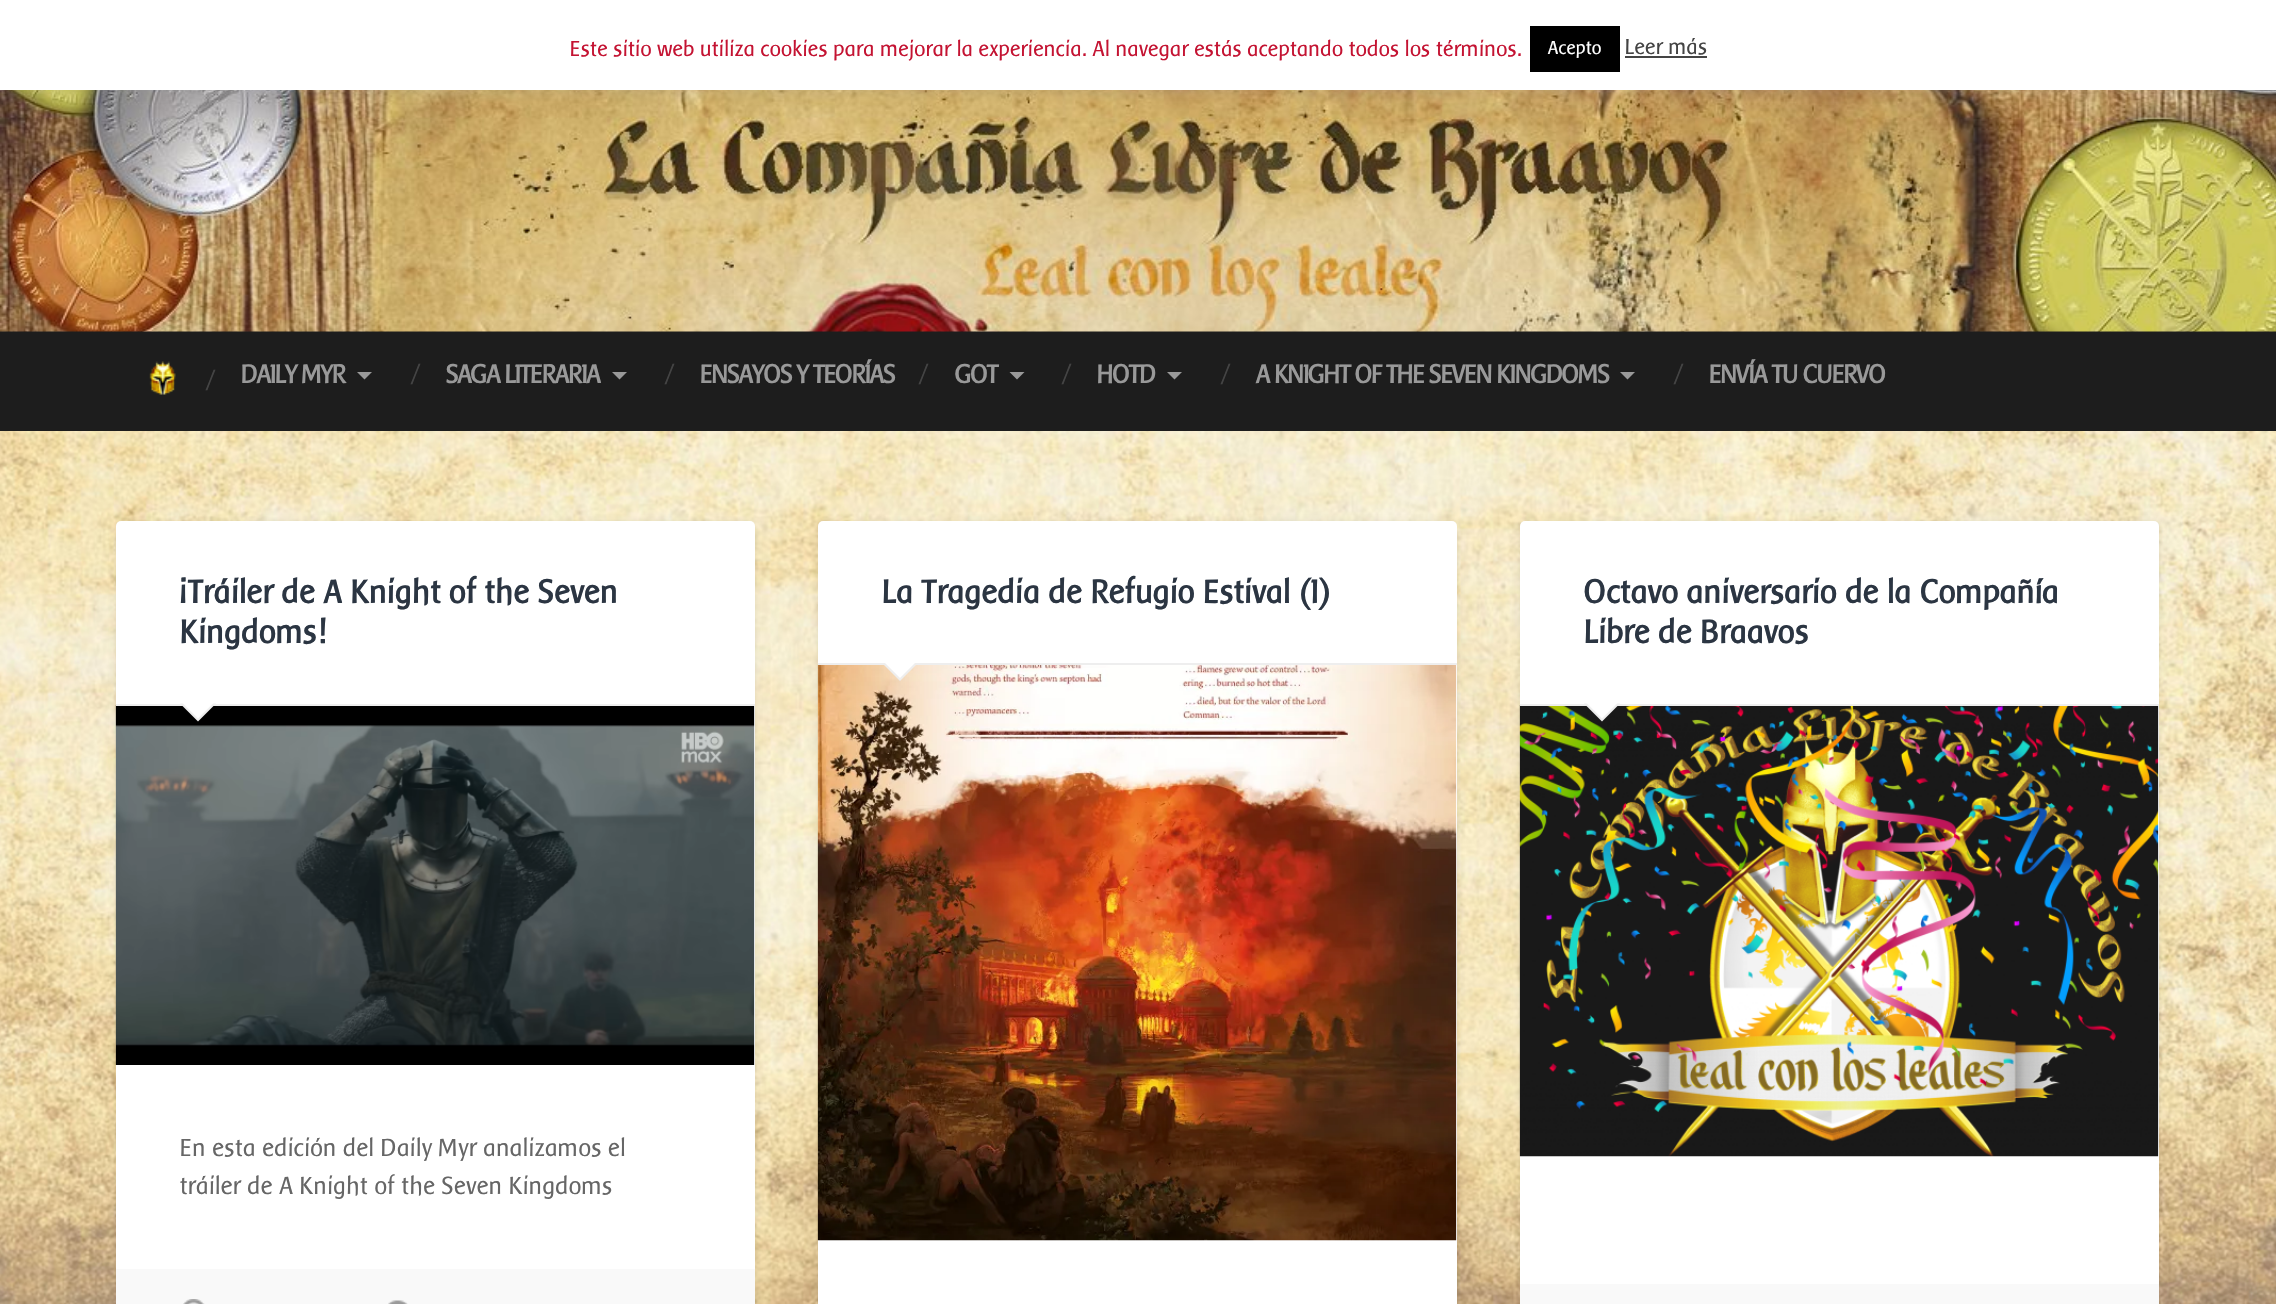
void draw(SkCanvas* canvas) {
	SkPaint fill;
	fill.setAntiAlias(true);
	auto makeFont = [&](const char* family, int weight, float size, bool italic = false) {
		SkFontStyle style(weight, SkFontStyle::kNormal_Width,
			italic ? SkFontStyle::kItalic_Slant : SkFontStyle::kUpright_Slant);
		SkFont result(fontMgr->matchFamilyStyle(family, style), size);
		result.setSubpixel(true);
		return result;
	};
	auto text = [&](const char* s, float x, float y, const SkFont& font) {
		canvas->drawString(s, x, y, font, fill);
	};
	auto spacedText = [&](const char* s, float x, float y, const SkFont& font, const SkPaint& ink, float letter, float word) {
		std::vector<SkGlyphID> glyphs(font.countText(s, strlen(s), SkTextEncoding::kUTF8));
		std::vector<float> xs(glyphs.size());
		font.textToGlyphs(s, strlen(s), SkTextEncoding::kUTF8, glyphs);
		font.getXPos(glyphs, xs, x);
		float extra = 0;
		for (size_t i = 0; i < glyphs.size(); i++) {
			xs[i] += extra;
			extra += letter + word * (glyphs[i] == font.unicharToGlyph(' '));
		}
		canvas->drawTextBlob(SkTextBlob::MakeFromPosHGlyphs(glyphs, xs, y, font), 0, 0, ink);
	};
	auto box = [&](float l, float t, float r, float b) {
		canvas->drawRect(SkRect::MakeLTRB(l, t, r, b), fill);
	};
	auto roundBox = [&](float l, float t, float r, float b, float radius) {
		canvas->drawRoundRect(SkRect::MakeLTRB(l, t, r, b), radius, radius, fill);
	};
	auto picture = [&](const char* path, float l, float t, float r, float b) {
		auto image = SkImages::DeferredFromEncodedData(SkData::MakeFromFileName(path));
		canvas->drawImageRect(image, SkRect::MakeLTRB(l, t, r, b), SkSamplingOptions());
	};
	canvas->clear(0xFFFFFFFF);
	picture("image0.png", 0, 431, 2276, 1304);
	fill.setColor(0xFF1D1D1D);
	box(0, 331, 2276, 431);
	picture("image1.png", 0, 90, 2276, 332);
	fill.setColor(0x4DACABAB);
	fill.setMaskFilter(SkMaskFilter::MakeBlur(kNormal_SkBlurStyle, 7.5f));
	canvas->drawRect(SkRect::MakeLTRB(0, -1, 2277, 89), fill);
	fill.setMaskFilter(nullptr);
	fill.setColor(0xFFFFFFFF);
	box(0, 0, 2276, 90);
	fill.setColor(0xFF000000);
	box(1530, 26, 1620, 72);
	fill.setColor(0xFF444444);
	box(1625, 56, 1707, 58);
	picture("image2.png", 149, 361, 176, 395);
	fill.setColor(0xFF999999);
	canvas->drawPath(SkPathBuilder().moveTo(357, 372).lineTo(372, 372).lineTo(364.5f, 379.5f).close().detach(), fill);
	canvas->drawPath(SkPathBuilder().moveTo(612, 372).lineTo(627, 372).lineTo(619.5f, 379.5f).close().detach(), fill);
	canvas->drawPath(SkPathBuilder().moveTo(1009.5f, 372).lineTo(1024.5f, 372).lineTo(1017, 379.5f).close().detach(), fill);
	canvas->drawPath(SkPathBuilder().moveTo(1167, 372).lineTo(1182, 372).lineTo(1174.5f, 379.5f).close().detach(), fill);
	canvas->drawPath(SkPathBuilder().moveTo(1620, 372).lineTo(1635, 372).lineTo(1627.5f, 379.5f).close().detach(), fill);
	fill.setColor(0x1A000000);
	fill.setMaskFilter(SkMaskFilter::MakeBlur(kNormal_SkBlurStyle, 3));
	canvas->drawRoundRect(SkRect::MakeLTRB(116, 522, 755, 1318), 5, 5, fill);
	fill.setMaskFilter(nullptr);
	fill.setColor(0xFFFFFFFF);
	roundBox(116, 521, 755, 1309, 5);
	picture("image3.png", 115, 705, 755, 1065);
	fill.setColor(0xFFEEEEEE);
	box(116, 704, 755, 706);
	canvas->drawPath(SkPathBuilder().moveTo(180, 703.5f).lineTo(216, 703.5f).lineTo(198, 721.5f).close().detach(), fill);
	fill.setColor(0xFFFFFFFF);
	canvas->drawPath(SkPathBuilder().moveTo(181.5f, 702).lineTo(214.5f, 702).lineTo(198, 718.5f).close().detach(), fill);
	fill.setColor(0xFFF9F9F9);
	box(116, 1269, 755, 1304);
	picture("image4.png", 183, 1299, 205, 1304);
	picture("image5.png", 388, 1300, 408, 1304);
	fill.setColor(0x1A000000);
	fill.setMaskFilter(SkMaskFilter::MakeBlur(kNormal_SkBlurStyle, 3));
	canvas->drawRoundRect(SkRect::MakeLTRB(818, 522, 1457, 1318), 5, 5, fill);
	fill.setMaskFilter(nullptr);
	fill.setColor(0xFFFFFFFF);
	roundBox(818, 521, 1457, 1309, 5);
	picture("image6.png", 817, 664, 1457, 1241);
	fill.setColor(0xFFEEEEEE);
	box(818, 663, 1457, 665);
	canvas->drawPath(SkPathBuilder().moveTo(882, 663).lineTo(918, 663).lineTo(900, 681).close().detach(), fill);
	fill.setColor(0xFFFFFFFF);
	canvas->drawPath(SkPathBuilder().moveTo(883.5f, 661.5f).lineTo(916.5f, 661.5f).lineTo(900, 678).close().detach(), fill);
	fill.setColor(0x1A000000);
	fill.setMaskFilter(SkMaskFilter::MakeBlur(kNormal_SkBlurStyle, 3));
	canvas->drawRoundRect(SkRect::MakeLTRB(1520, 522, 2159, 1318), 5, 5, fill);
	fill.setMaskFilter(nullptr);
	fill.setColor(0xFFFFFFFF);
	roundBox(1520, 521, 2159, 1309, 5);
	picture("image7.png", 1519, 705, 2159, 1157);
	fill.setColor(0xFFEEEEEE);
	box(1520, 704, 2159, 706);
	canvas->drawPath(SkPathBuilder().moveTo(1584, 703.5f).lineTo(1620, 703.5f).lineTo(1602, 721.5f).close().detach(), fill);
	fill.setColor(0xFFFFFFFF);
	canvas->drawPath(SkPathBuilder().moveTo(1585.5f, 702).lineTo(1618.5f, 702).lineTo(1602, 718.5f).close().detach(), fill);
	fill.setColor(0xFFF9F9F9);
	box(1520, 1284, 2159, 1304);
	auto font1 = makeFont("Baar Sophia", 400, 22.5f);
	fill.setColor(0xFFC41332);
	text("Este sitio web utiliza cookies para mejorar la experiencia. Al navegar estás aceptando todos los términos.", 570, 56, font1);
	auto font2 = makeFont("Baar Sophia", 400, 19.5f);
	fill.setColor(0xFFFFFFFF);
	text("Acepto", 1548, 54, font2);
	fill.setColor(0xFF444444);
	text("Leer más", 1625, 54, font1);
	auto font3 = makeFont("Baar Sophia", 400, 24);
	text("/", 206, 387, font3);
	auto font4 = makeFont("Baar Sophia", 700, 26.75f);
	fill.setColor(0xFF999999);
	spacedText("DAILY MYR", 241, 383, font4, fill, -1.5f, 0);
	fill.setColor(0xFF444444);
	text("/", 411, 381, font3);
	fill.setColor(0xFF999999);
	spacedText("SAGA LITERARIA", 446, 383, font4, fill, -1.5f, 0);
	fill.setColor(0xFF444444);
	text("/", 665, 381, font3);
	fill.setColor(0xFF999999);
	spacedText("ENSAYOS Y TEORÍAS", 700, 383, font4, fill, -1.5f, 0);
	fill.setColor(0xFF444444);
	text("/", 919, 381, font3);
	fill.setColor(0xFF999999);
	spacedText("GOT", 955, 383, font4, fill, -1.5f, 0);
	fill.setColor(0xFF444444);
	text("/", 1062, 381, font3);
	fill.setColor(0xFF999999);
	spacedText("HOTD", 1097, 383, font4, fill, -1.5f, 0);
	fill.setColor(0xFF444444);
	text("/", 1221, 381, font3);
	fill.setColor(0xFF999999);
	spacedText("A KNIGHT OF THE SEVEN KINGDOMS", 1256, 383, font4, fill, -1.5f, 0);
	fill.setColor(0xFF444444);
	text("/", 1674, 381, font3);
	fill.setColor(0xFF999999);
	spacedText("ENVÍA TU CUERVO", 1709, 383, font4, fill, -1.5f, 0);
	auto font5 = makeFont("Baar Sophia", 700, 33.75f);
	fill.setColor(0xFF2B3542);
	text("¡Tráiler de A Knight of the Seven", 180, 603, font5);
	text("Kingdoms!", 180, 643, font5);
	auto font6 = makeFont("Baar Sophia", 400, 25.6f);
	fill.setColor(0xFF666666);
	text("En esta edición del Daily Myr analizamos el", 180, 1156, font6);
	text("tráiler de A Knight of the Seven Kingdoms", 180, 1194, font6);
	fill.setColor(0xFF2B3542);
	text("La Tragedia de Refugio Estival (I)", 882, 603, font5);
	text("Octavo aniversario de la Compañía", 1584, 603, font5);
	text("Libre de Braavos", 1584, 643, font5);
}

WHAT YOU ARE ASKED TO DO :: Please find each line in the records above that holds the word "result", and copy it.

WRITTEN ANSWER ::
		SkFont result(fontMgr->matchFamilyStyle(family, style), size);
		result.setSubpixel(true);
		return result;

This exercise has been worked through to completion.